Here we report the nucleotide sequence of pCTX-M3, a highly conjugative plasmid that is responsible for the extensive spread of the gene coding for the CTX-M-3 extended-spectrum beta-lactamase in clinical populations of the family Enterobacteriaceae in Poland. The plasmid belongs to the IncL/M incompatibility group, is 89,468 bp in size, and carries 103 putative genes. Besides bla(CTX-M-3), it also bears the bla(TEM-1), aacC2, and armA genes, as well as integronic aadA2, dfrA12, and sul1, which altogether confer resistance to the majority of beta-lactams and aminoglycosides and to trimethoprim-sulfamethoxazole. The conjugal transfer genes are organized in two blocks, tra and trb, separated by a spacer sequence where almost all antibiotic resistance genes and multiple mobile genetic elements are located. Only bla(CTX-M-3), accompanied by an ISEcp1 element, is placed separately, in a DNA fragment previously identified as a fragment of the Kluyvera ascorbata chromosome. On the basis of sequence analysis, we speculate that pCTX-M3 might have arisen from plasmid pEL60 from plant pathogen Erwinia amylovora by acquiring mobile elements with resistance genes. This suggests that plasmids of environmental bacterial strains could be the source of those plasmids now observed in bacteria pathogenic for humans.

FIG. 1.

Overview of the pCTX-M3 sequence. ORFs are shown by arrows: pCTX-M3-specific ORFs are in white, ORFs homologous to genes of known function are in black, and ORFs homologous to genes of unknown function are in gray. Functional sequence blocks are highlighted with shades of gray bands and are indicated on the outside: replicon, stabilizing cassettes (PSK and partition), and conjugal transfer system. The middle circle with a thick line indicates the pCTX-M3 sequence identical to that of plasmid pEL60. The inner circle is a schematic representation of blocks of low and high G+C contents.

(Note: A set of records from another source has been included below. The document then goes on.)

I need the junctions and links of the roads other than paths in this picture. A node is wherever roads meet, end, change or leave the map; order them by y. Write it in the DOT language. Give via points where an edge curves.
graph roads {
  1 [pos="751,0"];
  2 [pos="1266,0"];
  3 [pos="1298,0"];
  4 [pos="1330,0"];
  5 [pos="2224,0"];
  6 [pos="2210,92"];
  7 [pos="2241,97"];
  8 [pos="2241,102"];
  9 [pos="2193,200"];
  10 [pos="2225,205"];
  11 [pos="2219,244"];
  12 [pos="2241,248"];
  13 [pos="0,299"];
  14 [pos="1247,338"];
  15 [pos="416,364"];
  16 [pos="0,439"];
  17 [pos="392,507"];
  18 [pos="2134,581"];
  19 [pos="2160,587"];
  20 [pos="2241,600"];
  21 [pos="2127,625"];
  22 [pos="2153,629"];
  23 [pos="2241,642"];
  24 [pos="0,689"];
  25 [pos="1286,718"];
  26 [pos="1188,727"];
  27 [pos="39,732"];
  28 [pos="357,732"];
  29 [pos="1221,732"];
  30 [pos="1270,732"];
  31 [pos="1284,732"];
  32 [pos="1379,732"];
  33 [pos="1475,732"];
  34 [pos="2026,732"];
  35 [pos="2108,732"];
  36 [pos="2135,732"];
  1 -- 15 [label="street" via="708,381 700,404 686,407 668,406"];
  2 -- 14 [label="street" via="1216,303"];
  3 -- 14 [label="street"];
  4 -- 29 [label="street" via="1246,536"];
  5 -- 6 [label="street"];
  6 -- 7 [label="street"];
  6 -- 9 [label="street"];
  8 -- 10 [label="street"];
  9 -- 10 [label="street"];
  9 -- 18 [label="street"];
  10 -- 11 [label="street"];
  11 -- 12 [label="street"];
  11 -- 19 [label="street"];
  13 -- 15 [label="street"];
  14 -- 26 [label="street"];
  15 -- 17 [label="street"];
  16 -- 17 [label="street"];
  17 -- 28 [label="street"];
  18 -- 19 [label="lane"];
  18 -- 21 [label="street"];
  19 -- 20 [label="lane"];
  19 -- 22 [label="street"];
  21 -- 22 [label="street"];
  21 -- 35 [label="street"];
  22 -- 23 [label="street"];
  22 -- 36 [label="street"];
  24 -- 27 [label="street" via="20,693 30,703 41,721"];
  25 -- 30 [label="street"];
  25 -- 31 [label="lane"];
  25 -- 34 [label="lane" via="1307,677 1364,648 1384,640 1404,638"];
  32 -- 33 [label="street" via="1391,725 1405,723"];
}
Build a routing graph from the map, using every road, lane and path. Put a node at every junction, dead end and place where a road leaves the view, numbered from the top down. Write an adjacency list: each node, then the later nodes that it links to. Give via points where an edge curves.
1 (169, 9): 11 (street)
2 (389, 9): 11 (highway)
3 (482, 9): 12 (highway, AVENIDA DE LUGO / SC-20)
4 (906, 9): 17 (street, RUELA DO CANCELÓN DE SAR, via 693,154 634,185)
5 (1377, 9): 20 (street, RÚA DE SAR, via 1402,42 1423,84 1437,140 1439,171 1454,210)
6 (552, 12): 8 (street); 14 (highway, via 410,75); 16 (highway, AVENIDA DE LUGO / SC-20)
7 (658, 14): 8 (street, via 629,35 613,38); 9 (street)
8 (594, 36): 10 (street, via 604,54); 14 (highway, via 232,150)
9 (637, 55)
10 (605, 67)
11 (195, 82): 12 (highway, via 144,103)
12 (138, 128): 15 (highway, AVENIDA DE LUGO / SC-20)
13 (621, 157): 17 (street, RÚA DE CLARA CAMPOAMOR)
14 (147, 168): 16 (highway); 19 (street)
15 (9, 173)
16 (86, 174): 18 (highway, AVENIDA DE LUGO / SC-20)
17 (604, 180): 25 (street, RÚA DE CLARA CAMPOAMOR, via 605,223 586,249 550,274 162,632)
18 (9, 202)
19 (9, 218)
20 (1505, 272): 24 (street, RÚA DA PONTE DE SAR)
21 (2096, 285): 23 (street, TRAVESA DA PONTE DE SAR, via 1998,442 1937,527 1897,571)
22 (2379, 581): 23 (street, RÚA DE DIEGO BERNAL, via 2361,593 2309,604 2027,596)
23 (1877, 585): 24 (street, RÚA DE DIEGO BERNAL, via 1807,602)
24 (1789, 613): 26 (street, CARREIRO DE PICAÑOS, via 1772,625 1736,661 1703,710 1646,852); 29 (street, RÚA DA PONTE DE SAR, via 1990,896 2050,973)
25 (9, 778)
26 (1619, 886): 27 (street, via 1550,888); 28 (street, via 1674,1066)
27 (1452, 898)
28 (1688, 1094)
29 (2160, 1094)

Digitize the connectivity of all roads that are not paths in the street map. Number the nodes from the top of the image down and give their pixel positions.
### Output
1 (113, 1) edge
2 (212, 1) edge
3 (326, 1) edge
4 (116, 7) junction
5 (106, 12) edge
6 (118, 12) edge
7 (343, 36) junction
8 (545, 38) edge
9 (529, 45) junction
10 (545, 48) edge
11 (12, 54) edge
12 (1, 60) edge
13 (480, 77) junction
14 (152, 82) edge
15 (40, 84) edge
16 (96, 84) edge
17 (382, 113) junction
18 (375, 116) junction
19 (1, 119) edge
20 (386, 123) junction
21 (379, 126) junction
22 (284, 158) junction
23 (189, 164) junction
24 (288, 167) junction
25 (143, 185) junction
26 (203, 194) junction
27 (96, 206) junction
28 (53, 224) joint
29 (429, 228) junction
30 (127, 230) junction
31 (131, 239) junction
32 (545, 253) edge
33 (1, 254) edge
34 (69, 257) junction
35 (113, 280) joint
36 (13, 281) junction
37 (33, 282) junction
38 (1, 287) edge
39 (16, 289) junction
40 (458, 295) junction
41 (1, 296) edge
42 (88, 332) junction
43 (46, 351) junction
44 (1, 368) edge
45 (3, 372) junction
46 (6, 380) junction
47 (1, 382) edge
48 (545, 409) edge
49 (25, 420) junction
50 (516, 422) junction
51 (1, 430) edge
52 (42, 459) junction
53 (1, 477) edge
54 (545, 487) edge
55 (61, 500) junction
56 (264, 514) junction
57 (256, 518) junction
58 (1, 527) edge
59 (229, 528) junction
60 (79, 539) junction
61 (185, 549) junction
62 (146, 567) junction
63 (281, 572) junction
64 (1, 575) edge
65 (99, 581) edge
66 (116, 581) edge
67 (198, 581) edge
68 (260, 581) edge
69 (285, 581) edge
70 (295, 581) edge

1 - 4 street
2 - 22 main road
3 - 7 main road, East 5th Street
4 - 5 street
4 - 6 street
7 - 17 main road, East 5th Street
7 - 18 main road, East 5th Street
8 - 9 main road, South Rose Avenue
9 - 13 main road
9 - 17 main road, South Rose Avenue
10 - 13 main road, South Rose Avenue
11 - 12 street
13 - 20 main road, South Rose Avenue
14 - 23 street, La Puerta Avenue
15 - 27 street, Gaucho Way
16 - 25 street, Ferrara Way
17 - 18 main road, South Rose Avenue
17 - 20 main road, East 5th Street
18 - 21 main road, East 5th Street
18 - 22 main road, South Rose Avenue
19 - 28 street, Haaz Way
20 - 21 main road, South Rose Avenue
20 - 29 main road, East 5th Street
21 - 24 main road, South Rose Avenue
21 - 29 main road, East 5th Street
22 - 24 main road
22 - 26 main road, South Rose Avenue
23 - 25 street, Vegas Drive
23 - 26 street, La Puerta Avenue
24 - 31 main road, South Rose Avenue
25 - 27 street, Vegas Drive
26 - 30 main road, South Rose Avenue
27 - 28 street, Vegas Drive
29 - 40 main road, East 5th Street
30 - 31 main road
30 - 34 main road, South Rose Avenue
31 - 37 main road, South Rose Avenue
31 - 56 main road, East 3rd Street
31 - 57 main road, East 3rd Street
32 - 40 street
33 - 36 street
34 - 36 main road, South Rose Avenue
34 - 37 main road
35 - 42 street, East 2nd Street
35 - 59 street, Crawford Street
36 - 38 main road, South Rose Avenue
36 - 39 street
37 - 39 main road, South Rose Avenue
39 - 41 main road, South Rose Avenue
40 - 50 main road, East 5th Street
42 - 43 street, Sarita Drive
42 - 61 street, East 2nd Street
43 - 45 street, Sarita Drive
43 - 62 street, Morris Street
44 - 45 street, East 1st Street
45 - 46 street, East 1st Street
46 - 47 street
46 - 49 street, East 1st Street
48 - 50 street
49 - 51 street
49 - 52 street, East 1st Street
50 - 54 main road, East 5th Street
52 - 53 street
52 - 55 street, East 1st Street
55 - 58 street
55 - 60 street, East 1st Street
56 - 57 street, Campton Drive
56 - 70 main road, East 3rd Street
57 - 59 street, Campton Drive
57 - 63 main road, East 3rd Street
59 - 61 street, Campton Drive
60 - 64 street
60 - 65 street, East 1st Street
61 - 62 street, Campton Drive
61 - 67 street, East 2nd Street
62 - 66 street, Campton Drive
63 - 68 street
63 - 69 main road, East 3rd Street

Arrows inside the outer circle indicate the positions in which pEL60 has additional sequences that are absent from pCTX-M3.

FIG. 2.

Comparison of regions coding for the conjugal transfer systems of pCTX-M3 and IncI1 plasmid ColIb-P9. ORFs are presented as arrows: those present in both plasmids are not filled, and ORFs present only in pCTX-M3 or ColIb-P9 are black and gray, respectively, and are shown under or above the scheme of the common structure region.

FIG. 3.

Organization of the 27-kb region of the replicon and the trb genes. The partial pCTX-M3 sequence is drawn schematically out of scale. Arrows, ORFs; black lines, the sites of integration of particular sequence segments; black frames, hypothetical fragments of Tn1 and the integron that are not observed in pCTX-M3, probably due to integration events; vertical bars, IRs of the respective mobile elements and IRi of the integron; gray blocks, the regions of the plasmid backbone.